Work instruction:
From the data that follows, copy every line with the string "Maple".

Exercise materials:

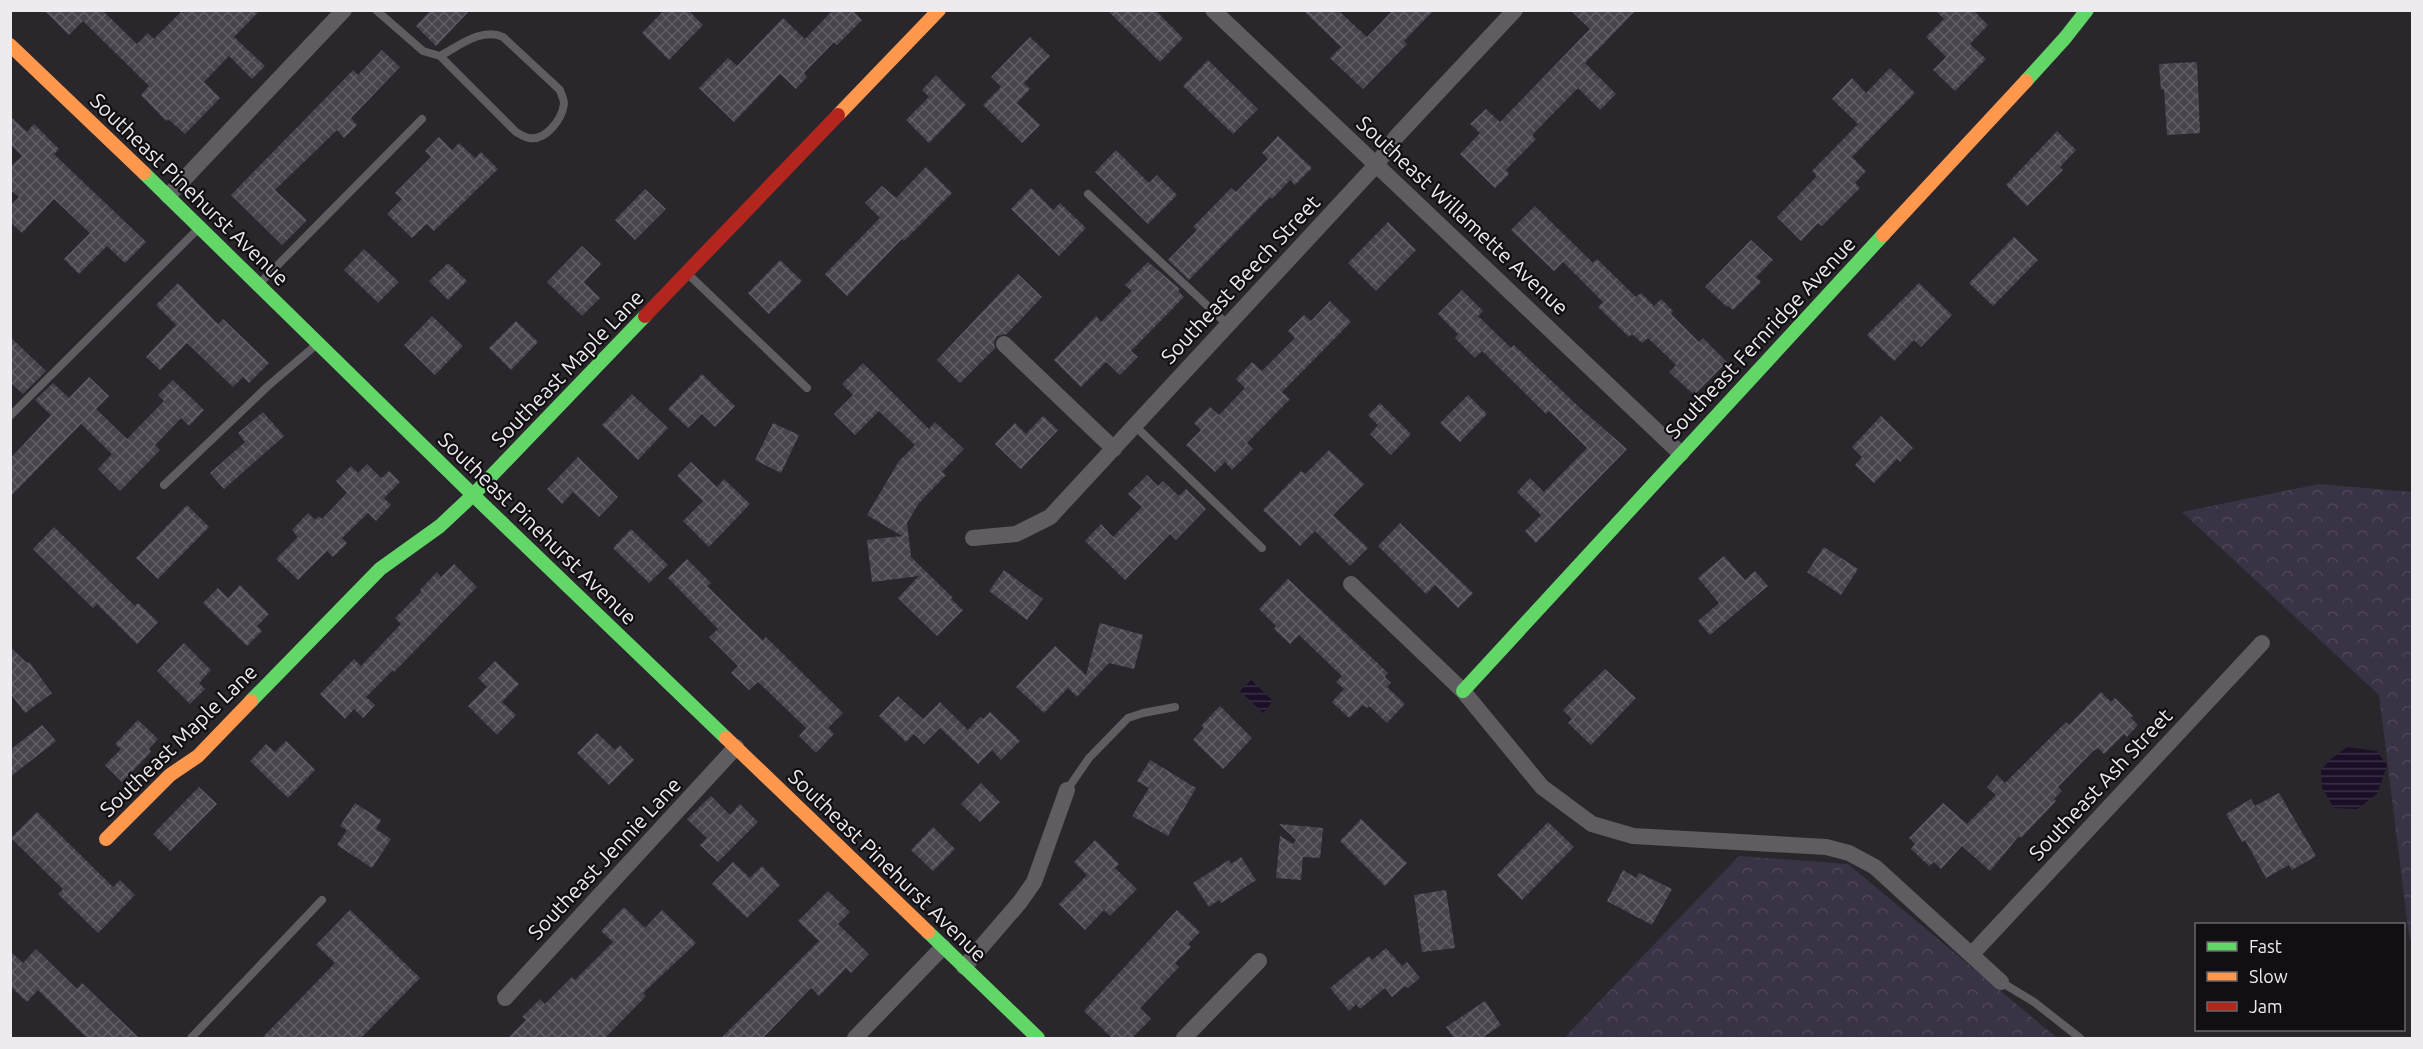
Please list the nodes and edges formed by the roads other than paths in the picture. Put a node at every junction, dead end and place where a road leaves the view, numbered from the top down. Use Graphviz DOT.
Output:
graph roads {
  1 [pos="344,10"];
  2 [pos="376,10"];
  3 [pos="939,10"];
  4 [pos="1214,10"];
  5 [pos="1515,10"];
  6 [pos="2086,10"];
  7 [pos="10,45"];
  8 [pos="440,56"];
  9 [pos="422,119"];
  10 [pos="1377,164"];
  11 [pos="1088,194"];
  12 [pos="168,196"];
  13 [pos="200,227"];
  14 [pos="687,273"];
  15 [pos="258,284"];
  16 [pos="1228,325"];
  17 [pos="318,343"];
  18 [pos="1004,344"];
  19 [pos="807,388"];
  20 [pos="10,416"];
  21 [pos="1135,426"];
  22 [pos="1114,449"];
  23 [pos="1682,454"];
  24 [pos="165,485"];
  25 [pos="473,495"];
  26 [pos="973,538"];
  27 [pos="1262,548"];
  28 [pos="1351,584"];
  29 [pos="2262,644"];
  30 [pos="1462,691"];
  31 [pos="1175,707"];
  32 [pos="736,747"];
  33 [pos="1067,790"];
  34 [pos="106,838"];
  35 [pos="322,900"];
  36 [pos="943,947"];
  37 [pos="1972,954"];
  38 [pos="1259,961"];
  39 [pos="964,966"];
  40 [pos="2001,982"];
  41 [pos="505,998"];
  42 [pos="191,1038"];
  43 [pos="855,1038"];
  44 [pos="1038,1038"];
  45 [pos="1184,1038"];
  46 [pos="2080,1038"];
  1 -- 12 [label="street"];
  2 -- 8 [label="lane"];
  3 -- 14 [label="street, Southeast Maple Lane"];
  4 -- 10 [label="street, Southeast Willamette Avenue"];
  5 -- 10 [label="street, Southeast Beech Street"];
  6 -- 23 [label="street, Southeast Fernridge Avenue"];
  7 -- 12 [label="street, Southeast Pinehurst Avenue"];
  8 -- 8 [label="lane"];
  9 -- 15 [label="lane"];
  10 -- 16 [label="street, Southeast Beech Street"];
  10 -- 23 [label="street, Southeast Willamette Avenue"];
  11 -- 16 [label="lane"];
  12 -- 13 [label="street, Southeast Pinehurst Avenue"];
  13 -- 15 [label="street, Southeast Pinehurst Avenue"];
  13 -- 20 [label="lane"];
  14 -- 19 [label="lane"];
  14 -- 25 [label="street, Southeast Maple Lane"];
  15 -- 17 [label="street, Southeast Pinehurst Avenue"];
  16 -- 21 [label="street, Southeast Beech Street"];
  17 -- 24 [label="lane"];
  17 -- 25 [label="street, Southeast Pinehurst Avenue"];
  18 -- 22 [label="street"];
  21 -- 22 [label="street, Southeast Beech Street"];
  21 -- 27 [label="lane"];
  22 -- 26 [label="street, Southeast Beech Street"];
  23 -- 30 [label="street, Southeast Fernridge Avenue"];
  25 -- 32 [label="street, Southeast Pinehurst Avenue"];
  25 -- 34 [label="street, Southeast Maple Lane"];
  28 -- 30 [label="street"];
  29 -- 37 [label="street, Southeast Ash Street"];
  30 -- 37 [label="street"];
  31 -- 33 [label="lane"];
  32 -- 36 [label="street, Southeast Pinehurst Avenue"];
  32 -- 41 [label="street, Southeast Jennie Lane"];
  33 -- 39 [label="street"];
  35 -- 42 [label="lane"];
  36 -- 39 [label="street, Southeast Pinehurst Avenue"];
  36 -- 43 [label="street"];
  37 -- 40 [label="street"];
  38 -- 45 [label="street"];
  39 -- 44 [label="street, Southeast Pinehurst Avenue"];
  40 -- 46 [label="lane"];
}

Task response:
  3 -- 14 [label="street, Southeast Maple Lane"];
  14 -- 25 [label="street, Southeast Maple Lane"];
  25 -- 34 [label="street, Southeast Maple Lane"];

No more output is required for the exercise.